Objectives: To analyse the physical, chemical, composition, the corrosion resistances, nickel ion release and cytotoxicity of the orthodontics brackets.

Materials and Methods: 4 bracket were tested for dimensional accuracy of orthodontics brackets namely group-1: Gemini (3M Uniteck), group-2: Ecoplus (Chirpans orthodontics), group-3: Monalisa (JJ orthodontics), group-4: Sapphire (Modern orthodontics). Manufacturing errors in angulation and torque, cytotoxicity, composition, elution and corrosion.

Results: The tested rackets showed no signi icant difference in manufacturing errors in angulation, but sapphire brackets showed a signi icant difference in manufacturing errors in torque. Gemini brackets offered better corrosion resistances and showed the least nickel release among all the groups. Cytotoxicity tests showed that gemini is the least cytotoxic and ecoplus is the most cytotoxic.

Conclusion: The results of this study could potentially be applied in establishing national standards for orthodontic brackets and in commercially available products.


Orthodontic brackets; Cytotoxicity; Corrosion resistances; Scanning electron microscopy


Orthodontic brackets were introduced in the mid 1980’s in India and now days expensive products manufactured in the US, Japan, and Germany are commonly used in most dental clinics. Domestic manufacturing started to produce and sell orthodontics brackets in the early 2000’s. More ever, brackets manufacturing overseas that not yet verified are being imported and distributed in the country. Despite these development, national standards for such products have not been established and international standard explain only the related terms but not regulate detailed requirements [1].

Stainless steel is one of the most popular materials used for orthodontics brackets, because Stainless steel possess an excellent level of anti-corrosion, metal orthodontics brackets can corrode upon exposure to potentially harm full physical, and chemical substances in the oral cavity for several months or even several years [2,3].
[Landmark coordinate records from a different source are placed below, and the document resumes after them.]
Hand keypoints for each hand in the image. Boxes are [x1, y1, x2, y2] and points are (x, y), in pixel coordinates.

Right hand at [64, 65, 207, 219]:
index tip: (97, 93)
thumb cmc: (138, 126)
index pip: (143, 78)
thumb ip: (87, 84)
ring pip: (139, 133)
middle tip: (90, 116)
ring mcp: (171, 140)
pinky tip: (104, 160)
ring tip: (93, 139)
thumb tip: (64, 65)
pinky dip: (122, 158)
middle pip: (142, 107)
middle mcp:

The recent times has seen as emergence of a wide variety of brands manufacturing and marketing Stainless steel brackets. Corrosian reduces the volume of orthodontic brackets, subsequently decreasing orthodontics forces, and causing cracking in areas of stress concentration [4]. Chromium, in the presence of air (oxygen) forms a thin film of chromium oxide which covers the surface of the stainless steel. Chromium oxide is the inert or passive by nature, and chromium in the material gives stainless steel its corrosion resistant properties [5].
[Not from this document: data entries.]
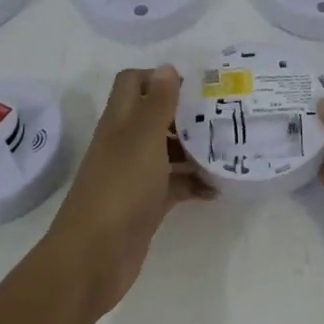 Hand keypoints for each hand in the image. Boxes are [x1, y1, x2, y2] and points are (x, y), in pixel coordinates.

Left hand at [43, 66, 212, 315]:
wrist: (94, 256)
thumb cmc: (120, 187)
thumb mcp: (143, 137)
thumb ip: (157, 103)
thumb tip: (167, 67)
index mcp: (120, 120)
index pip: (134, 82)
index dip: (160, 78)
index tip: (196, 86)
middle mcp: (126, 143)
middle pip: (155, 116)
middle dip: (186, 114)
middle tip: (222, 115)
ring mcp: (135, 175)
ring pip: (168, 151)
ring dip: (194, 149)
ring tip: (228, 149)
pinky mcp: (146, 205)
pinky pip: (174, 185)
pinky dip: (194, 184)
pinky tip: (218, 189)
Nickel ion release secondary to corrosion also results in fracture of orthodontic brackets, poor clinical outcomes, local hypersensitive reactions, and general deterioration of health when toxic products are absorbed locally or systemically [6]. This in vitro study was performed on different brands manufacturing stainless steel brackets to evaluate the physical, chemical and biological properties of commercially available metal orthodontics brackets.

Materials and Methods


Five upper central incisor brackets were taken 4 brands of commercially used metal orthodontic brackets manufacturing in different countries were tested.

Group 1: Gemini (3 M Uniteck, Monrovia, USA)

Group 2: Ecoplus (Chirpans orthodontics, China)

Group 3: Monalisa (JJ Orthodontics, India)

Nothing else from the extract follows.